*** INPUT ***

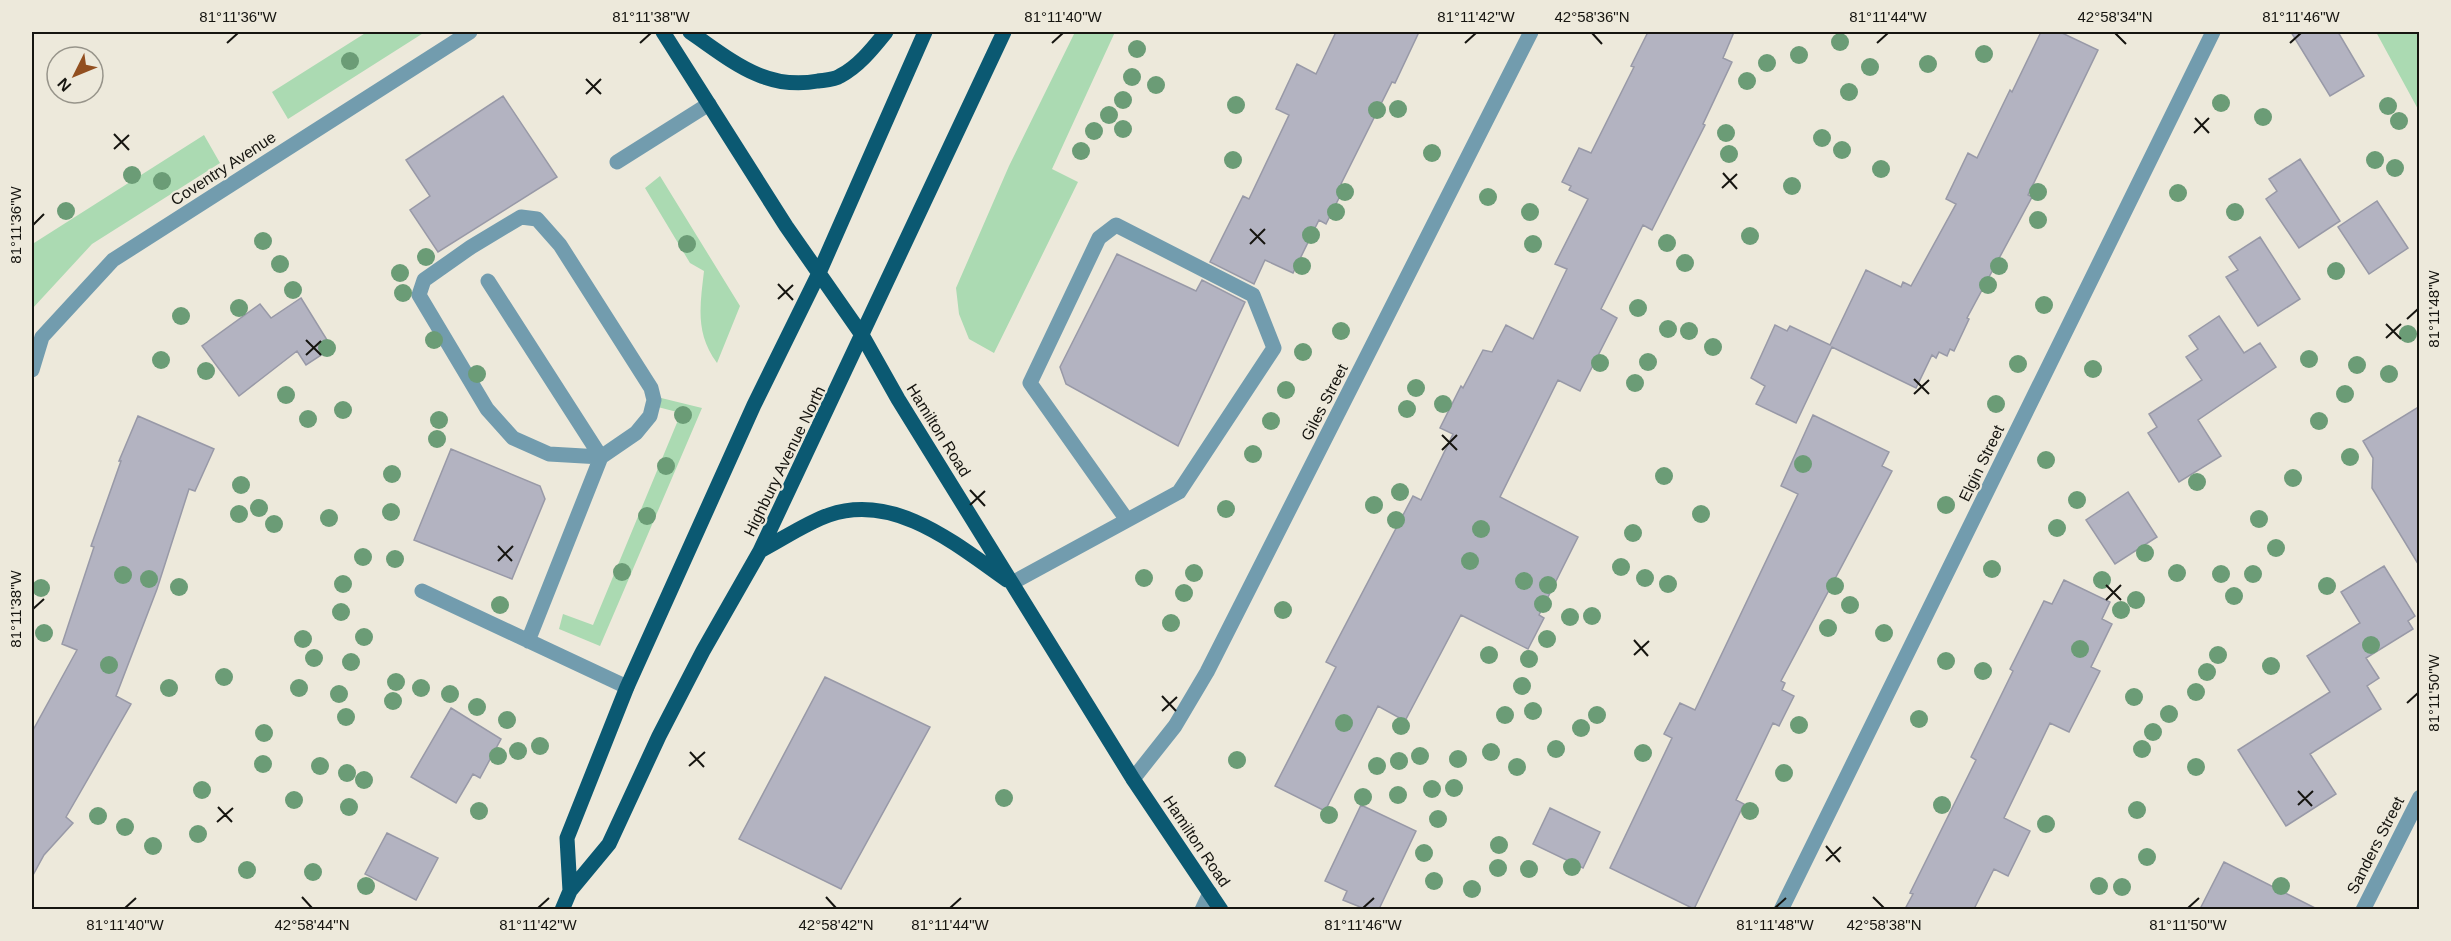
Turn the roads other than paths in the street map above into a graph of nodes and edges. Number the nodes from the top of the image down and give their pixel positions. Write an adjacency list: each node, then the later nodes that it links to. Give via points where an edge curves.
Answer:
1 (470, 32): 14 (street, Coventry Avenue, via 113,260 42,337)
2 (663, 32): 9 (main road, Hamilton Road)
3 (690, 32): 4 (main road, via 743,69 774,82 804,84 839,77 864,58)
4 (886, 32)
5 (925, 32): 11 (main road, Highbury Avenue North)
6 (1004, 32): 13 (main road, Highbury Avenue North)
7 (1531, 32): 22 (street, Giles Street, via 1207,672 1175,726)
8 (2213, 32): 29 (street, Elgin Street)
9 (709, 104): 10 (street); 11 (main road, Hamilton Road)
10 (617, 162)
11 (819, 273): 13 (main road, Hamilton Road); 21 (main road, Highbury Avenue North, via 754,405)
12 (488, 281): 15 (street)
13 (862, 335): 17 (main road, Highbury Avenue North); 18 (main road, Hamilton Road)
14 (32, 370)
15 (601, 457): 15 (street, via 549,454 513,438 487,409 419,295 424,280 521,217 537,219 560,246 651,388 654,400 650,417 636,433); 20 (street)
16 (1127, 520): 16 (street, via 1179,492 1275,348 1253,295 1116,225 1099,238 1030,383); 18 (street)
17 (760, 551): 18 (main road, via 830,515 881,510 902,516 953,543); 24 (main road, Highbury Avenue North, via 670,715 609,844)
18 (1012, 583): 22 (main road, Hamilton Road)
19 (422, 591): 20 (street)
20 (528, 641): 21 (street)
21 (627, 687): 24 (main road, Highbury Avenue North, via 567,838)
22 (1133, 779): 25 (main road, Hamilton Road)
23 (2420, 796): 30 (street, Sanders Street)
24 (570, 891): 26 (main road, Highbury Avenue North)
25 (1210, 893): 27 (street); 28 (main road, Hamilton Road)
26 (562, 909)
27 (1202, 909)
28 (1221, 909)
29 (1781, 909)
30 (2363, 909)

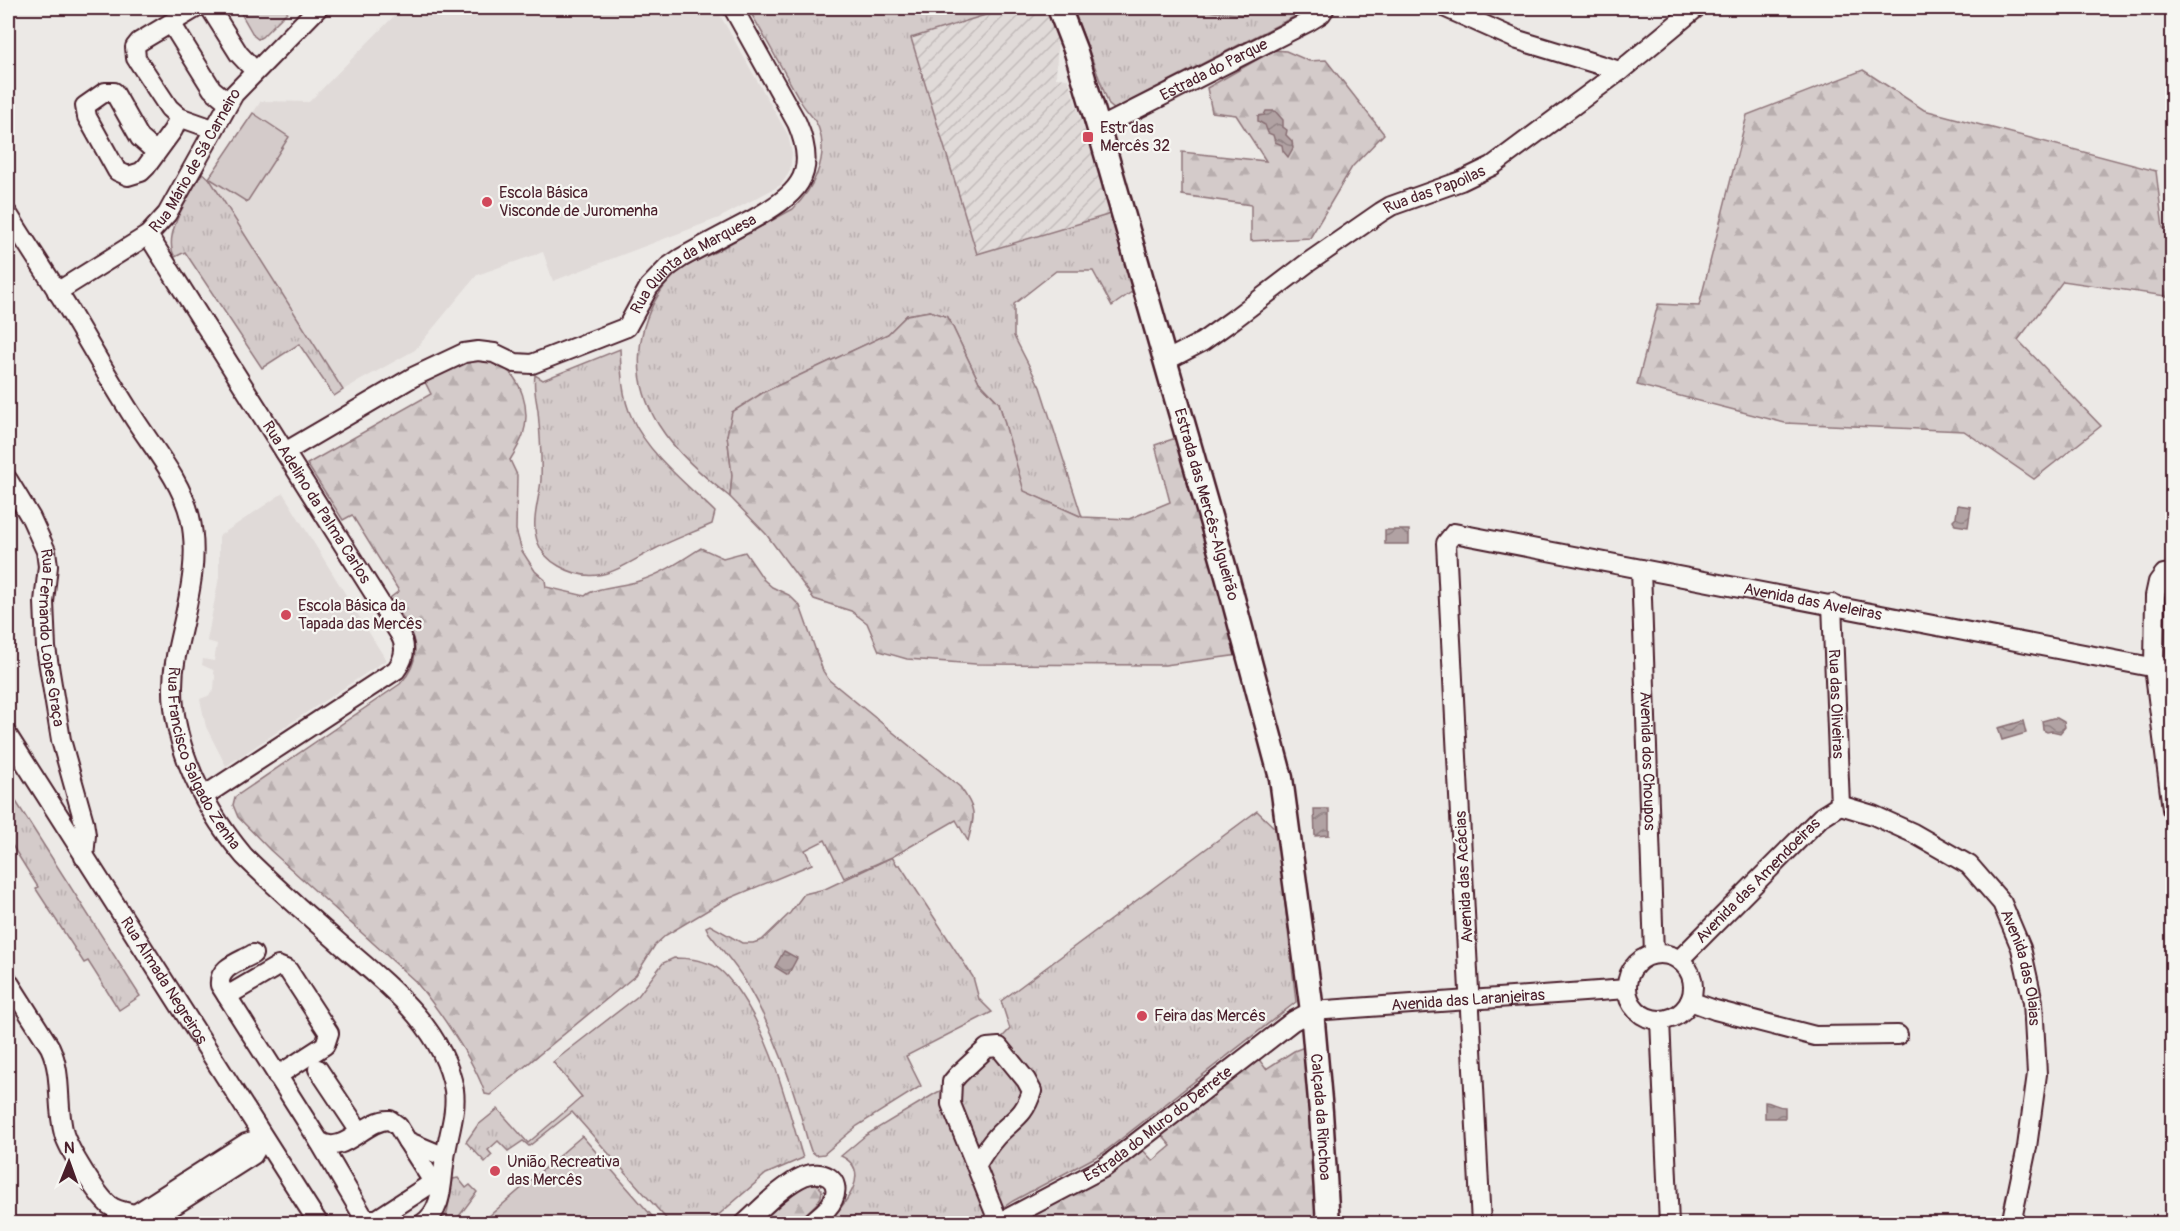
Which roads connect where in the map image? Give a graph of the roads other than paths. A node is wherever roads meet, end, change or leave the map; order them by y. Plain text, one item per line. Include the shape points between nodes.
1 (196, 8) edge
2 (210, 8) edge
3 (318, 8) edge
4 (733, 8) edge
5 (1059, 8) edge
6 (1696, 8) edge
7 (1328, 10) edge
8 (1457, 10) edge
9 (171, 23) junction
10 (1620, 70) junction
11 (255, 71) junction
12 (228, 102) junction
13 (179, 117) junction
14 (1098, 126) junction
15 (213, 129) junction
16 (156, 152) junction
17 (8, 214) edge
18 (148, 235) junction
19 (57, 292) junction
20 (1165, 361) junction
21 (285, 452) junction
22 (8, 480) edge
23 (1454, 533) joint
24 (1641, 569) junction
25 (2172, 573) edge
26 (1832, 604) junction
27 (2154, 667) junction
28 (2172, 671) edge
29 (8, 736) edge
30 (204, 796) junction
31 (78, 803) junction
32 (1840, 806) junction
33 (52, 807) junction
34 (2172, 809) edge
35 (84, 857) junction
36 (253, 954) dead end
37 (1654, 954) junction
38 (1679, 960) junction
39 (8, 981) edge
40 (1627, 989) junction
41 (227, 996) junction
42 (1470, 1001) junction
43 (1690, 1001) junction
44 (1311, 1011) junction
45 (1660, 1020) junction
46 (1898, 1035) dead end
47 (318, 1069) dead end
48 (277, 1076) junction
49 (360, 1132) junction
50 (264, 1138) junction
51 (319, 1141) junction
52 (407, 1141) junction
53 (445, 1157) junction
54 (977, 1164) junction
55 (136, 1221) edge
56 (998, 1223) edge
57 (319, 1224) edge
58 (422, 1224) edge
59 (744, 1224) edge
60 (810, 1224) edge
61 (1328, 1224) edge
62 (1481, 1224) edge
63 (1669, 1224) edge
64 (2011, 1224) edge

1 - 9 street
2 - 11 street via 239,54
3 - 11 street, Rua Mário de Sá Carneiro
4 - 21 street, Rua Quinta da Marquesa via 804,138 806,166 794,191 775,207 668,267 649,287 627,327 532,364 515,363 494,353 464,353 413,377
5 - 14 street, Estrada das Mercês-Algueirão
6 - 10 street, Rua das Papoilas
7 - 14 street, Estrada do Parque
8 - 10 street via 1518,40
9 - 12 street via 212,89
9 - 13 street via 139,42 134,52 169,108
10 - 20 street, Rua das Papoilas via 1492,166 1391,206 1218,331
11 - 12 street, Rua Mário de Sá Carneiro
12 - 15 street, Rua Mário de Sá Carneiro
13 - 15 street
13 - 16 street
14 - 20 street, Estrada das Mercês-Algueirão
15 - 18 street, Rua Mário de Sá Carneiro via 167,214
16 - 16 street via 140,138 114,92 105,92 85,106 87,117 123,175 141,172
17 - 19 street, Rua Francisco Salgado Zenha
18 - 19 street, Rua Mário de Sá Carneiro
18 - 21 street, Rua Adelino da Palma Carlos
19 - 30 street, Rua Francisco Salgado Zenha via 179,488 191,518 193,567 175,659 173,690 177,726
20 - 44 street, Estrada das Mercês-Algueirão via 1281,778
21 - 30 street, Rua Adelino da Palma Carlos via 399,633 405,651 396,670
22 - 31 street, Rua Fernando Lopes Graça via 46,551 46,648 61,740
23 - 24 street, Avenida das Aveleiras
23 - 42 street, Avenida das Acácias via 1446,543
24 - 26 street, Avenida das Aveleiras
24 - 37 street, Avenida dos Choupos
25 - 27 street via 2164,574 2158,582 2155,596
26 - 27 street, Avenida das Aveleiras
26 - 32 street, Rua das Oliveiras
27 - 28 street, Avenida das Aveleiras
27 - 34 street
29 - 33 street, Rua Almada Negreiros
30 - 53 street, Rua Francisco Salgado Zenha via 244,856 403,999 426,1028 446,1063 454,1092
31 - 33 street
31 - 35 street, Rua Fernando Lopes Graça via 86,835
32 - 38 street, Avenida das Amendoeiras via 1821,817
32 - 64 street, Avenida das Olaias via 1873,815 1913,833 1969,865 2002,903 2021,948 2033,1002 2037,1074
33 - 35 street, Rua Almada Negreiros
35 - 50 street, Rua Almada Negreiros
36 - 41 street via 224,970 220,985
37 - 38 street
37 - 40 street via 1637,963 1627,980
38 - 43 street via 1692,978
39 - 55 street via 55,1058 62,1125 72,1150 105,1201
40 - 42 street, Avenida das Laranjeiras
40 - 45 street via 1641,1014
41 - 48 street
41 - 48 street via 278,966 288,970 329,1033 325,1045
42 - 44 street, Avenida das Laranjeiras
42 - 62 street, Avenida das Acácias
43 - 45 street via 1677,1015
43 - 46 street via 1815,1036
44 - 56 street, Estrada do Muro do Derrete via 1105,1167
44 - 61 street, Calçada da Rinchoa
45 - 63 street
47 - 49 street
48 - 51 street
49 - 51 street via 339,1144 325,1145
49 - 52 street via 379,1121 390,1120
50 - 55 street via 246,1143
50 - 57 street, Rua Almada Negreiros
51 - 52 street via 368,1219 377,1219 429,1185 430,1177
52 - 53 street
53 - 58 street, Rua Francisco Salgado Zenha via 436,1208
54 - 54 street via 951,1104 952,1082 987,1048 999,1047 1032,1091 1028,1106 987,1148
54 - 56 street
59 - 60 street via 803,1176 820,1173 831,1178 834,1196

*** End of INPUT ***

**TASK INSTRUCTIONS:** Give the listing again word for word. Skip every image.

**WORKED SOLUTION:**
Turn the roads other than paths in the street map above into a graph of nodes and edges. Number the nodes from the top of the image down and give their pixel positions. Write an adjacency list: each node, then the later nodes that it links to. Give via points where an edge curves.
Answer:
1 (470, 32): 14 (street, Coventry Avenue, via 113,260 42,337)
2 (663, 32): 9 (main road, Hamilton Road)
3 (690, 32): 4 (main road, via 743,69 774,82 804,84 839,77 864,58)
4 (886, 32)
5 (925, 32): 11 (main road, Highbury Avenue North)
6 (1004, 32): 13 (main road, Highbury Avenue North)
7 (1531, 32): 22 (street, Giles Street, via 1207,672 1175,726)
8 (2213, 32): 29 (street, Elgin Street)
9 (709, 104): 10 (street); 11 (main road, Hamilton Road)
10 (617, 162)
11 (819, 273): 13 (main road, Hamilton Road); 21 (main road, Highbury Avenue North, via 754,405)
12 (488, 281): 15 (street)
13 (862, 335): 17 (main road, Highbury Avenue North); 18 (main road, Hamilton Road)
14 (32, 370)
15 (601, 457): 15 (street, via 549,454 513,438 487,409 419,295 424,280 521,217 537,219 560,246 651,388 654,400 650,417 636,433); 20 (street)
16 (1127, 520): 16 (street, via 1179,492 1275,348 1253,295 1116,225 1099,238 1030,383); 18 (street)
17 (760, 551): 18 (main road, via 830,515 881,510 902,516 953,543); 24 (main road, Highbury Avenue North, via 670,715 609,844)
18 (1012, 583): 22 (main road, Hamilton Road)
19 (422, 591): 20 (street)
20 (528, 641): 21 (street)
21 (627, 687): 24 (main road, Highbury Avenue North, via 567,838)
22 (1133, 779): 25 (main road, Hamilton Road)
23 (2420, 796): 30 (street, Sanders Street)
24 (570, 891): 26 (main road, Highbury Avenue North)
25 (1210, 893): 27 (street); 28 (main road, Hamilton Road)
26 (562, 909)
27 (1202, 909)
28 (1221, 909)
29 (1781, 909)
30 (2363, 909)

Which roads connect where in the map image? Give a graph of the roads other than paths. A node is wherever roads meet, end, change or leave the map; order them by y. Plain text, one item per line. Include the shape points between nodes.
1 (196, 8) edge
2 (210, 8) edge
3 (318, 8) edge
4 (733, 8) edge
5 (1059, 8) edge
6 (1696, 8) edge
7 (1328, 10) edge
8 (1457, 10) edge
9 (171, 23) junction
10 (1620, 70) junction
11 (255, 71) junction
12 (228, 102) junction
13 (179, 117) junction
14 (1098, 126) junction
15 (213, 129) junction
16 (156, 152) junction
17 (8, 214) edge
18 (148, 235) junction
19 (57, 292) junction
20 (1165, 361) junction
21 (285, 452) junction
22 (8, 480) edge
23 (1454, 533) joint
24 (1641, 569) junction
25 (2172, 573) edge
26 (1832, 604) junction
27 (2154, 667) junction
28 (2172, 671) edge
29 (8, 736) edge
30 (204, 796) junction
31 (78, 803) junction
32 (1840, 806) junction
33 (52, 807) junction
34 (2172, 809) edge
35 (84, 857) junction
36 (253, 954) dead end
37 (1654, 954) junction
38 (1679, 960) junction
39 (8, 981) edge
40 (1627, 989) junction
41 (227, 996) junction
42 (1470, 1001) junction
43 (1690, 1001) junction
44 (1311, 1011) junction
45 (1660, 1020) junction
46 (1898, 1035) dead end
47 (318, 1069) dead end
48 (277, 1076) junction
49 (360, 1132) junction
50 (264, 1138) junction
51 (319, 1141) junction
52 (407, 1141) junction
53 (445, 1157) junction
54 (977, 1164) junction
55 (136, 1221) edge
56 (998, 1223) edge
57 (319, 1224) edge
58 (422, 1224) edge
59 (744, 1224) edge
60 (810, 1224) edge
61 (1328, 1224) edge
62 (1481, 1224) edge
63 (1669, 1224) edge
64 (2011, 1224) edge

1 - 9 street
2 - 11 street via 239,54
3 - 11 street, Rua Mário de Sá Carneiro
4 - 21 street, Rua Quinta da Marquesa via 804,138 806,166 794,191 775,207 668,267 649,287 627,327 532,364 515,363 494,353 464,353 413,377
5 - 14 street, Estrada das Mercês-Algueirão
6 - 10 street, Rua das Papoilas
7 - 14 street, Estrada do Parque
8 - 10 street via 1518,40
9 - 12 street via 212,89
9 - 13 street via 139,42 134,52 169,108
10 - 20 street, Rua das Papoilas via 1492,166 1391,206 1218,331
11 - 12 street, Rua Mário de Sá Carneiro
12 - 15 street, Rua Mário de Sá Carneiro
13 - 15 street
13 - 16 street
14 - 20 street, Estrada das Mercês-Algueirão
15 - 18 street, Rua Mário de Sá Carneiro via 167,214
16 - 16 street via 140,138 114,92 105,92 85,106 87,117 123,175 141,172
17 - 19 street, Rua Francisco Salgado Zenha
18 - 19 street, Rua Mário de Sá Carneiro
18 - 21 street, Rua Adelino da Palma Carlos
19 - 30 street, Rua Francisco Salgado Zenha via 179,488 191,518 193,567 175,659 173,690 177,726
20 - 44 street, Estrada das Mercês-Algueirão via 1281,778
21 - 30 street, Rua Adelino da Palma Carlos via 399,633 405,651 396,670
22 - 31 street, Rua Fernando Lopes Graça via 46,551 46,648 61,740
23 - 24 street, Avenida das Aveleiras
23 - 42 street, Avenida das Acácias via 1446,543
24 - 26 street, Avenida das Aveleiras
24 - 37 street, Avenida dos Choupos
25 - 27 street via 2164,574 2158,582 2155,596
26 - 27 street, Avenida das Aveleiras
26 - 32 street, Rua das Oliveiras
27 - 28 street, Avenida das Aveleiras
27 - 34 street
29 - 33 street, Rua Almada Negreiros
30 - 53 street, Rua Francisco Salgado Zenha via 244,856 403,999 426,1028 446,1063 454,1092
31 - 33 street
31 - 35 street, Rua Fernando Lopes Graça via 86,835
32 - 38 street, Avenida das Amendoeiras via 1821,817
32 - 64 street, Avenida das Olaias via 1873,815 1913,833 1969,865 2002,903 2021,948 2033,1002 2037,1074
33 - 35 street, Rua Almada Negreiros
35 - 50 street, Rua Almada Negreiros
36 - 41 street via 224,970 220,985
37 - 38 street
37 - 40 street via 1637,963 1627,980
38 - 43 street via 1692,978
39 - 55 street via 55,1058 62,1125 72,1150 105,1201
40 - 42 street, Avenida das Laranjeiras
40 - 45 street via 1641,1014
41 - 48 street
41 - 48 street via 278,966 288,970 329,1033 325,1045
42 - 44 street, Avenida das Laranjeiras
42 - 62 street, Avenida das Acácias
43 - 45 street via 1677,1015
43 - 46 street via 1815,1036
44 - 56 street, Estrada do Muro do Derrete via 1105,1167
44 - 61 street, Calçada da Rinchoa
45 - 63 street
47 - 49 street
48 - 51 street
49 - 51 street via 339,1144 325,1145
49 - 52 street via 379,1121 390,1120
50 - 55 street via 246,1143
50 - 57 street, Rua Almada Negreiros
51 - 52 street via 368,1219 377,1219 429,1185 430,1177
52 - 53 street
53 - 58 street, Rua Francisco Salgado Zenha via 436,1208
54 - 54 street via 951,1104 952,1082 987,1048 999,1047 1032,1091 1028,1106 987,1148
54 - 56 street
59 - 60 street via 803,1176 820,1173 831,1178 834,1196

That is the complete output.